Chris Enroth: 08:24And so, actually, our our agricultural research stations were able to help them out with that. And I believe Seed Savers Exchange has a repatriation program also. So, you know, we're trying to reconnect some of these native people to some of that agriculture because, you know what, Illinois climate and Oklahoma climate, it's a little different. So your growing conditions, your plant communities are gonna be different.
Emily Swihart: 08:53That's a really cool project to be adjacent to, you know, to help connect and support. So that's neat. Hopefully, they follow-up.

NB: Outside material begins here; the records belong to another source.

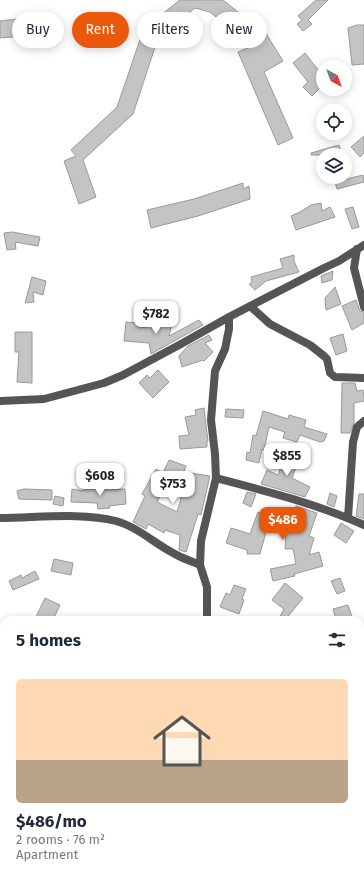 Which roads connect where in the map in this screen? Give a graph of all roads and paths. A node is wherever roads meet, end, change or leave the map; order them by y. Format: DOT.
graph roads {
  1 [pos="360,247"];
  2 [pos="250,306"];
  3 [pos="364,307"];
  4 [pos="229,317"];
  5 [pos="364,378"];
  6 [pos="0,401"];
  7 [pos="364,421"];
  8 [pos="216,478"];
  9 [pos="0,518"];
  10 [pos="348,518"];
  11 [pos="364,525"];
  12 [pos="200,565"];
  13 [pos="207,616"];
  1 -- 2 [label="street"];
  1 -- 3 [label="street"];
  2 -- 4 [label="street"];
  2 -- 5 [label="street"];
  4 -- 6 [label="street"];
  4 -- 8 [label="street"];
  7 -- 10 [label="street"];
  8 -- 10 [label="street"];
  8 -- 12 [label="street"];
  9 -- 12 [label="street"];
  10 -- 11 [label="street"];
  12 -- 13 [label="street"];
}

Chris Enroth: 09:01I I think so. It it sounded like the the the ARS station was able to connect them with a good seed bank with the catalog of some heirloom types. Yeah. So fingers crossed, it works out. Oh.
Chris Enroth: 09:20Well, anyway, let's dive right into the three sisters, shall we? I guess the first thing we're gonna discuss is where it came from. So I found an origin story in kind of the Mohawk story of creation. I don't know. Did you guys find other kind of places where the three sisters might have originated in, like, their culture, different tribes?
Emily Swihart: 09:48So a lot of what I was finding was linking it to the Iroquois, which is a northeastern tribe. And I it just kept coming up. Like, it just like, many, many sources were citing that, and I just maybe it was about five hundred years ago is what it was gonna the approximate timeline. I just kept thinking, like, this is not this cannot be this is what I may be, like, you know, settlers
Ken Johnson: 10:19Mhmm.
Emily Swihart: 10:20Discovered it. Certainly not. So no. And I'm really thankful that you were able to find some more stories. And Ken, you did too.
Emily Swihart: 10:26Right?
Ken Johnson: 10:29Yeah. A lot of we have the, like, the Northeast, I guess, I think is where a lot of this stuff is at least that I came across. You know, I wasn't doing an exhaustive search on this, but a lot of stuff I came across was more the Northeast type stuff. And I think a lot of these origin stories are are more I'd say more or less the same, but very similar with some differences here and there depending on on the tribe or the nation that that had their their oral tradition. Mhmm.
Emily Swihart: 10:57Yeah. Yep. Yeah. With the Iroquois, it was it was documented that they would it came to one of the tribal leaders who thought on his deathbed like, he was going to sleep for the last time, but in fact had a dream and was inspired and given knowledge to then pass on to the to the tribe to help support their existence. And and it's a similar pattern, but it it dates much earlier than that was recorded.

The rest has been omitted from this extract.